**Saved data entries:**
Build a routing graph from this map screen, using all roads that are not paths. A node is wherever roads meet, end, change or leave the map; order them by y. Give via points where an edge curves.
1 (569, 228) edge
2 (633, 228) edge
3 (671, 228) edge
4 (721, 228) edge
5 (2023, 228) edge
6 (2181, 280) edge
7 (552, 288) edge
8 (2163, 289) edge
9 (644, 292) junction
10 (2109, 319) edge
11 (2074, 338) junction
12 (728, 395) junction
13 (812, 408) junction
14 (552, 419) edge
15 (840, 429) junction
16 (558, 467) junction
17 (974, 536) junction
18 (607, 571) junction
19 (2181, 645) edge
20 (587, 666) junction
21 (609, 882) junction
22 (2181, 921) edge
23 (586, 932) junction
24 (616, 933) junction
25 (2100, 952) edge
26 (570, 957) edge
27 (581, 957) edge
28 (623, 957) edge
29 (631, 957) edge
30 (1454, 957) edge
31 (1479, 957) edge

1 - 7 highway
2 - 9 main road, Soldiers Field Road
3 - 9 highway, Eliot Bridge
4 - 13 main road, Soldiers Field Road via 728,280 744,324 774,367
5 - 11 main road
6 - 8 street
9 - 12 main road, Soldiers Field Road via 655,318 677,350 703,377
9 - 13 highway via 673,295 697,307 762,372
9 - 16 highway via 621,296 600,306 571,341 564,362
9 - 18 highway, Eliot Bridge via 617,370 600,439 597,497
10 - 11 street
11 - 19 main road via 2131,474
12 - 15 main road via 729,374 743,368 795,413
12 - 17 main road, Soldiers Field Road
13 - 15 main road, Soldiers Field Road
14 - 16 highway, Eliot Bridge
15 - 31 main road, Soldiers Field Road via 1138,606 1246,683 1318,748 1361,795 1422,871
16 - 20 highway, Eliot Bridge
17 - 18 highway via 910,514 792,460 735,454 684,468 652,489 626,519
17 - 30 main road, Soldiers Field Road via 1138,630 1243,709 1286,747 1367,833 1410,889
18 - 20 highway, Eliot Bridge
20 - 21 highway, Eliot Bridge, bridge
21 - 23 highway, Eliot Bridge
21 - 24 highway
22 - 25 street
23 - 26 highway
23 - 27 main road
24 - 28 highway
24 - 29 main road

**Task description:**
What you return must match the records above exactly.

**Result:**
Build a routing graph from this map screen, using all roads that are not paths. A node is wherever roads meet, end, change or leave the map; order them by y. Give via points where an edge curves.
1 (569, 228) edge
2 (633, 228) edge
3 (671, 228) edge
4 (721, 228) edge
5 (2023, 228) edge
6 (2181, 280) edge
7 (552, 288) edge
8 (2163, 289) edge
9 (644, 292) junction
10 (2109, 319) edge
11 (2074, 338) junction
12 (728, 395) junction
13 (812, 408) junction
14 (552, 419) edge
15 (840, 429) junction
16 (558, 467) junction
17 (974, 536) junction
18 (607, 571) junction
19 (2181, 645) edge
20 (587, 666) junction
21 (609, 882) junction
22 (2181, 921) edge
23 (586, 932) junction
24 (616, 933) junction
25 (2100, 952) edge
26 (570, 957) edge
27 (581, 957) edge
28 (623, 957) edge
29 (631, 957) edge
30 (1454, 957) edge
31 (1479, 957) edge

1 - 7 highway
2 - 9 main road, Soldiers Field Road
3 - 9 highway, Eliot Bridge
4 - 13 main road, Soldiers Field Road via 728,280 744,324 774,367
5 - 11 main road
6 - 8 street
9 - 12 main road, Soldiers Field Road via 655,318 677,350 703,377
9 - 13 highway via 673,295 697,307 762,372
9 - 16 highway via 621,296 600,306 571,341 564,362
9 - 18 highway, Eliot Bridge via 617,370 600,439 597,497
10 - 11 street
11 - 19 main road via 2131,474
12 - 15 main road via 729,374 743,368 795,413
12 - 17 main road, Soldiers Field Road
13 - 15 main road, Soldiers Field Road
14 - 16 highway, Eliot Bridge
15 - 31 main road, Soldiers Field Road via 1138,606 1246,683 1318,748 1361,795 1422,871
16 - 20 highway, Eliot Bridge
17 - 18 highway via 910,514 792,460 735,454 684,468 652,489 626,519
17 - 30 main road, Soldiers Field Road via 1138,630 1243,709 1286,747 1367,833 1410,889
18 - 20 highway, Eliot Bridge
20 - 21 highway, Eliot Bridge, bridge
21 - 23 highway, Eliot Bridge
21 - 24 highway
22 - 25 street
23 - 26 highway
23 - 27 main road
24 - 28 highway
24 - 29 main road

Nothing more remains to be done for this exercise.